During that same week, STR found that 72.3% of the nation’s 9.3 million guest rooms in 70,000 hotels were occupied, only 4.1% lower than in 2019.

“Travelers are going to pay more for their hotel room than they did before the pandemic,” said Alison Hoyt, STR’s senior director of consulting. “Rising labor costs and a lot of unfilled hospitality job openings are still affecting the industry.”

With hotel rates rising, STR said the revenue per available room was $113.55 for the week ending June 25, 12.3% higher than the same week in 2019.

Ms. Hoyt said “a lot of the same issues” are lingering from COVID shutdowns, which cost U.S. hotels an estimated $108 billion in business travel revenues during 2020 and 2021 combined.

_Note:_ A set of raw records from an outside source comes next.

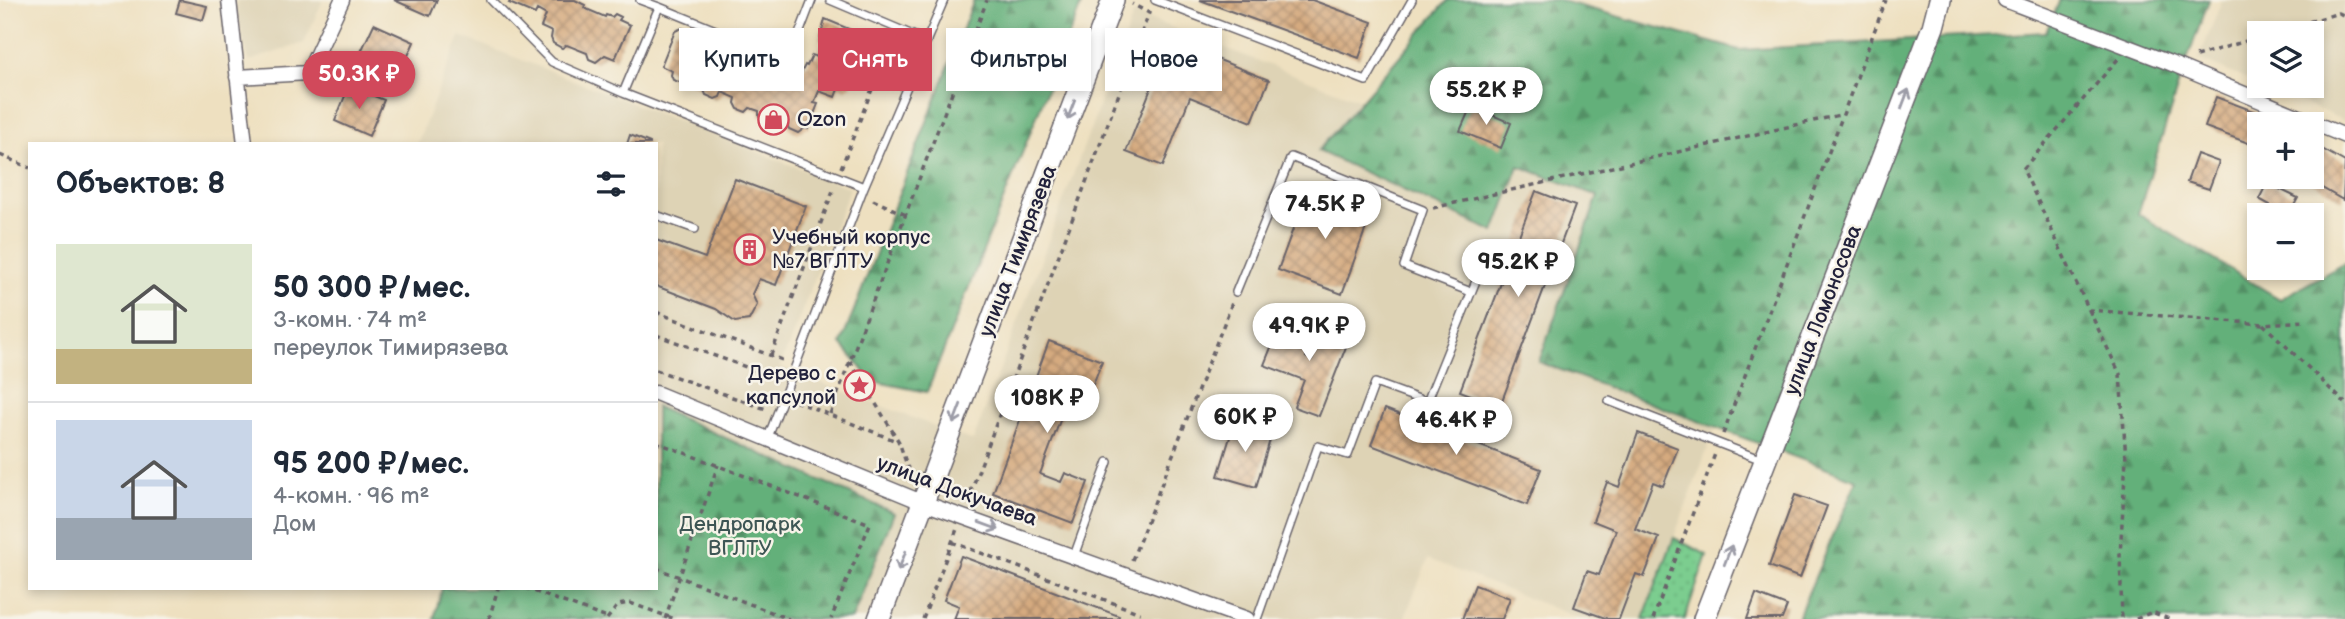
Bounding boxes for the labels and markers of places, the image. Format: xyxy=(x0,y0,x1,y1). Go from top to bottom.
pin: 50.3K ₽ xyxy=(294,52,424,111)
pin: 55.2K ₽ xyxy=(1421,68,1551,127)
shop icon: Ozon xyxy=(757,102,791,136)
place label: Ozon xyxy=(797,107,846,132)
pin: 74.5K ₽ xyxy=(1260,182,1390,241)
place label: Учебный корпус №7 ВГЛТУ xyxy=(772,225,930,274)
building icon: Учебный корпус №7 ВГЛТУ xyxy=(732,232,766,266)
pin: 95.2K ₽ xyxy=(1453,240,1583,299)
pin: 49.9K ₽ xyxy=(1244,304,1374,363)
place label: Дерево с капсулой xyxy=(746,361,836,410)
place icon: Дерево с капсулой xyxy=(842,368,876,402)
pin: 108K ₽ xyxy=(990,376,1104,435)
pin: 60K ₽ xyxy=(1196,394,1294,454)
pin: 46.4K ₽ xyxy=(1391,398,1521,457)

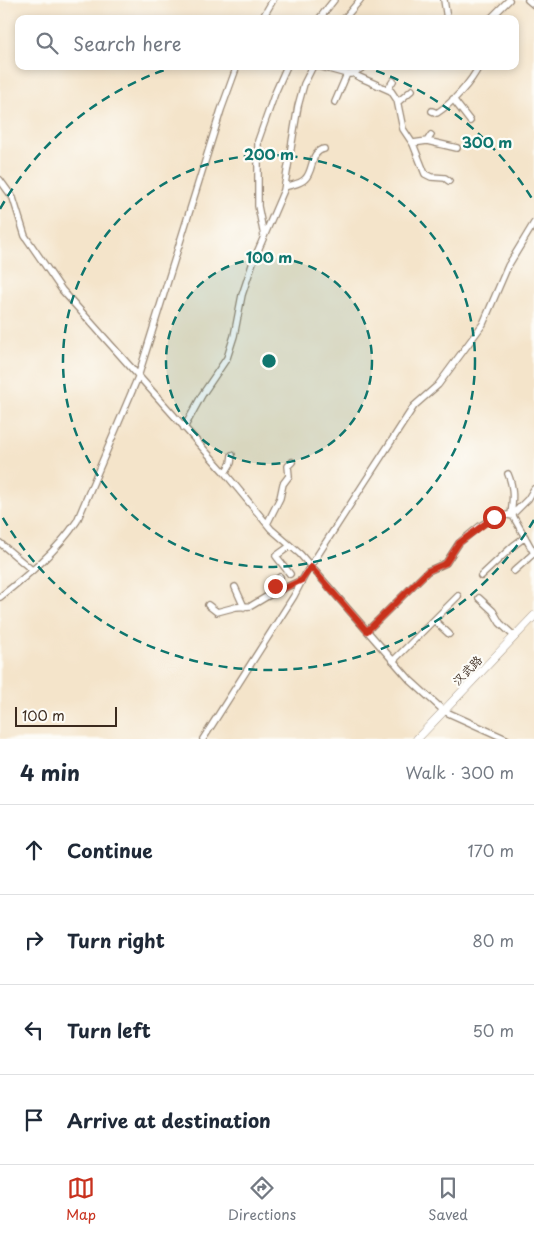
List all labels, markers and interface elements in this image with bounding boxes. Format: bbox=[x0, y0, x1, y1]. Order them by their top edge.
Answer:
search box bbox=[15, 15, 519, 70]
icon: search bbox=[33, 29, 61, 57]
text: Search here bbox=[73, 29, 182, 57]
text: 300 m bbox=[462, 130, 512, 153]
text: 200 m bbox=[244, 142, 294, 165]
text: 100 m bbox=[246, 245, 292, 268]
centre of rings bbox=[260, 352, 278, 370]
route start bbox=[483, 506, 506, 529]
route end bbox=[264, 575, 287, 598]
street label: 汉武路 bbox=[448, 651, 486, 689]
scale bar bbox=[15, 704, 118, 727]
text: 100 m bbox=[22, 705, 65, 726]
text: 4 min bbox=[20, 756, 80, 788]
text: Walk · 300 m bbox=[405, 760, 514, 784]
icon: ahead bbox=[20, 836, 48, 864]
text: Continue bbox=[67, 836, 153, 864]
text: 170 m bbox=[468, 838, 514, 862]
icon: right bbox=[20, 926, 48, 954]
text: Turn right bbox=[67, 926, 165, 954]
text: 80 m bbox=[472, 928, 514, 952]
icon: left bbox=[20, 1016, 48, 1044]
text: Turn left bbox=[67, 1016, 151, 1044]
text: 50 m bbox=[473, 1018, 514, 1042]
icon: arrive bbox=[20, 1106, 48, 1134]
text: Arrive at destination bbox=[67, 1106, 271, 1134]
tab: Map bbox=[66, 1174, 96, 1225]
tab: Directions bbox=[228, 1174, 296, 1225]
tab: Saved bbox=[428, 1174, 468, 1225]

Those issues include the rising cost of supplies – including towels, soap and food – that have contributed to rate increases.

They also include increased labor costs amid the shortage of housekeepers, front desk workers and caterers.

Many hotel workers who were furloughed during the pandemic found other jobs and did not return when health restrictions eased earlier this year.

None of the nation’s leading hotel chains responded this week to a request for comment.

But the United Kingdom-based IHG Hotels & Resorts — which owns 16 brands, including Holiday Inn and Regent Hotels & Resorts — referred The Washington Times to a recent American Hotel and Lodging Association (AHLA) survey on staffing shortages.

The trade group’s survey of member hotels reported last Thursday that the industry has more than 130,000 unfilled job openings.

Among survey respondents, 49% told the AHLA they were “severely understaffed,” with the majority — 58% — reporting housekeeping as their “most critical need.”

To meet surging demand, the survey reported that nearly 90% of hotels have increased wages, 71% have offered more flexible hours and 43% have touted expanded benefits.

From February to June, AHLA said U.S. hotels hired an average of 23 new employees per property — but remained about 12 workers short.

“With hotels on a hiring spree amid surging summer travel demand, our industry is providing current and prospective hotel employees historic opportunities for good-paying, lifelong careers,” said Rosanna Maietta, AHLA executive vice president of communications and public relations.